Psion has faith in the future

Company downplays cuts in consumer handhelds, saying it is leaving its options open for PDAs and Bluetooth
Written by Graeme Wearden, Contributor

Wednesday was a fairly bleak day for Psion. As well as losing 250 employees, and taking the resulting £29m charge on the chin, it had to contend with headlines claiming that the UK manufacturer was "abandoning" the consumer PDA market.

Psion insists that such claims are not true, despite the fact that it has suspended production of its Bluetooth PDA and, faced with a "weak and oversupplied" handheld market, will not be developing new consumer handhelds. The company says it is simply evolving its business model so as to stay profitable.

Psion emphasises that it is planning to continue selling and supporting its existing PDAs, which include the Revo range, the series 7 and the series 5mx. The Revo Plus, with its built-in WAP browser, was launched only last summer.

And the company is keeping its options open. "There will be more Psion consumer products in the future," said Peter Bancroft, a senior Psion spokesman.

He said that the most likely candidate for a new consumer gadget is Psion's Bluetooth PDA, which was at an advanced stage of development. But with Bluetooth only slowly emerging into the mainstream market, the company decided now was not the time to launch. "There's no point launching a Bluetooth PDA when there are very few other Bluetooth-enabled products available," said Bancroft. "If the Bluetooth market develops then we'll probably either launch the device in partnership with another company, or sell the intellectual property," he predicted.

Bluetooth is a radio-based technology for allowing consumer electronics communicate with each other and with PCs.

Another factor behind the strategy shift was wireless convergence, which has intensified competition.

The third-generation (3G) mobile networks that will launch in the next few years will mean much faster data rates than are available today, meaning that a mobile phone will be able to offer the sort of functionality previously seen on a handheld computer. This potential has drawn consumer electronics and mobile phone giants into the market. For example, Sony is teaming up with Ericsson, and Microsoft developing its Stinger platform and pushing Windows CE 3.0.

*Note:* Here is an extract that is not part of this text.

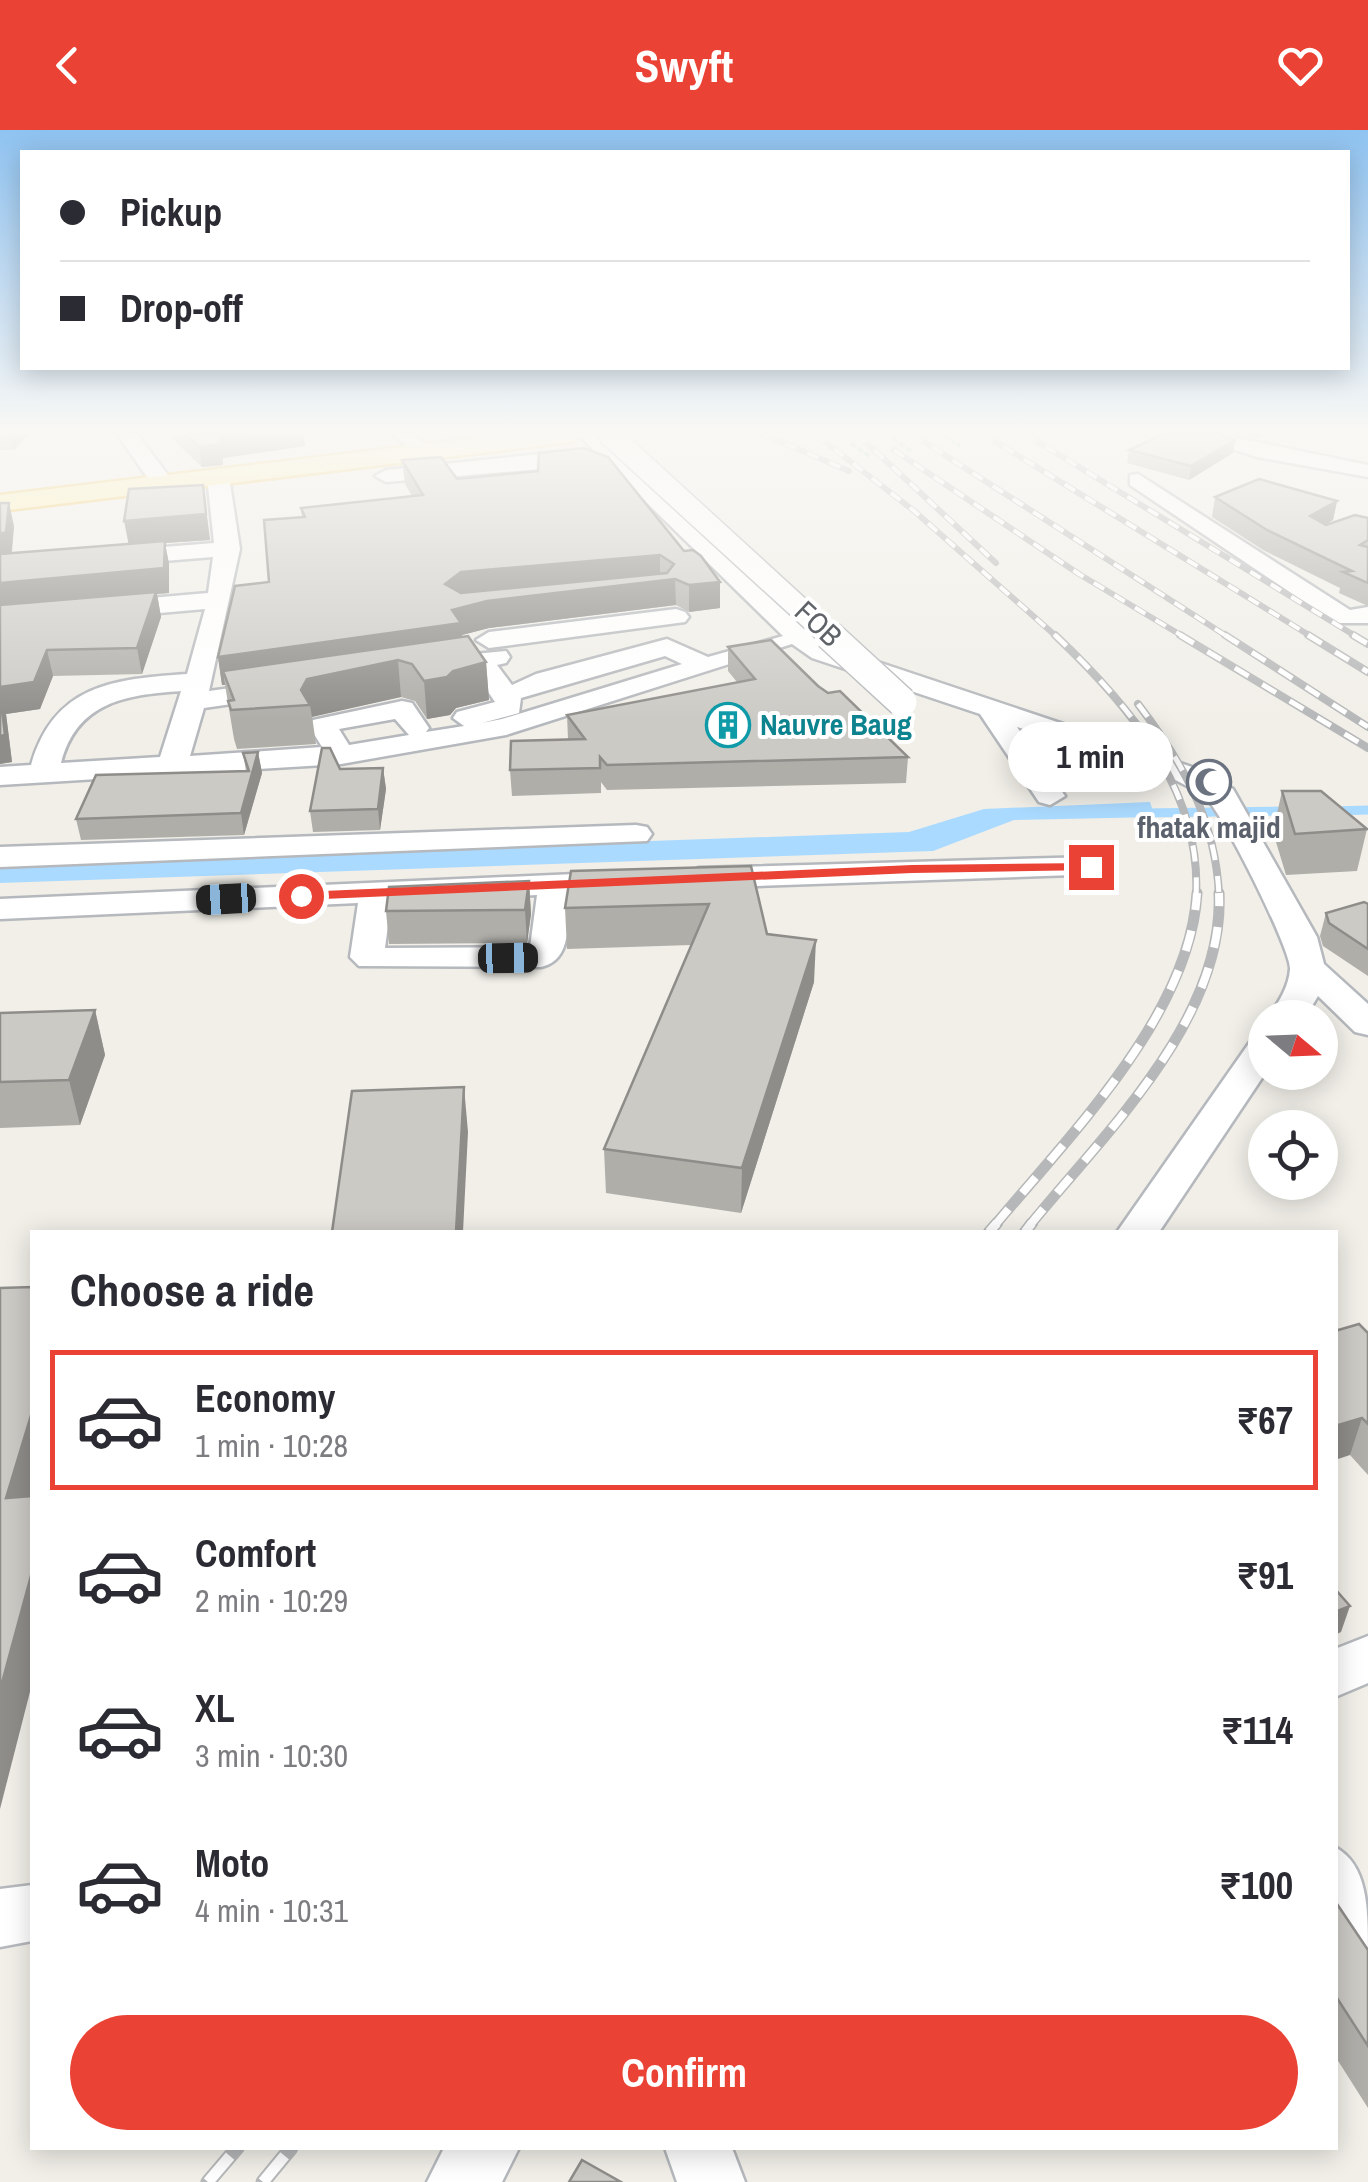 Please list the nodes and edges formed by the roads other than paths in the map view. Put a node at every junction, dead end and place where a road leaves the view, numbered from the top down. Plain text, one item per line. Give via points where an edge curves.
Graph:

Psion has decided that it simply can't compete with such industry giants. "Do you really want to be in a market where Sony and Nokia are your main competitors?" said Bancroft.

The company had intended to make a foray into the wireless handheld market with a much-anticipated product, Odin, in co-development with Motorola. But Motorola pulled out of the project amid restructuring, and Psion later decided that Odin was not worth finishing on its own.

Of course, Psion still has a share in Symbian, the joint venture to use Psion's EPOC operating system in wireless devices, but the death of Odin means that Psion will not itself be making Symbian devices.

Ultimately, shrinking profit margins mean that it is not worth braving the increasingly cutthroat competition in the PDA market, the company says. "We've recognised that the convergence of the handheld computer and the mobile phone will result in a PC-type market, where the products are very similar and the margins are very tight," Bancroft said.

Instead, the company will concentrate on an area that offers better profits: its Teklogix division, which makes customised handheld devices for enterprise customers.

Psion has been supplying such products to companies since the 1980s -- when high street retailer Marks and Spencer used Psion devices for its logistics work -- and believes this is the best place to concentrate its efforts in the future. "The enterprise markets of Psion Teklogix offer sound long-term growth opportunities," said David Potter, chairman of Psion.

Analysts say that Psion's handhelds have been a victim of a change in the structure of the PDA market, which has seen keyboard-based PDAs -- in which Psion is the clear market leader in Western Europe -- squeezed out by pen-based PDAs. These were first popularised by Palm Computer and are more popular than keyboard-based PDAs and sub-notebooks.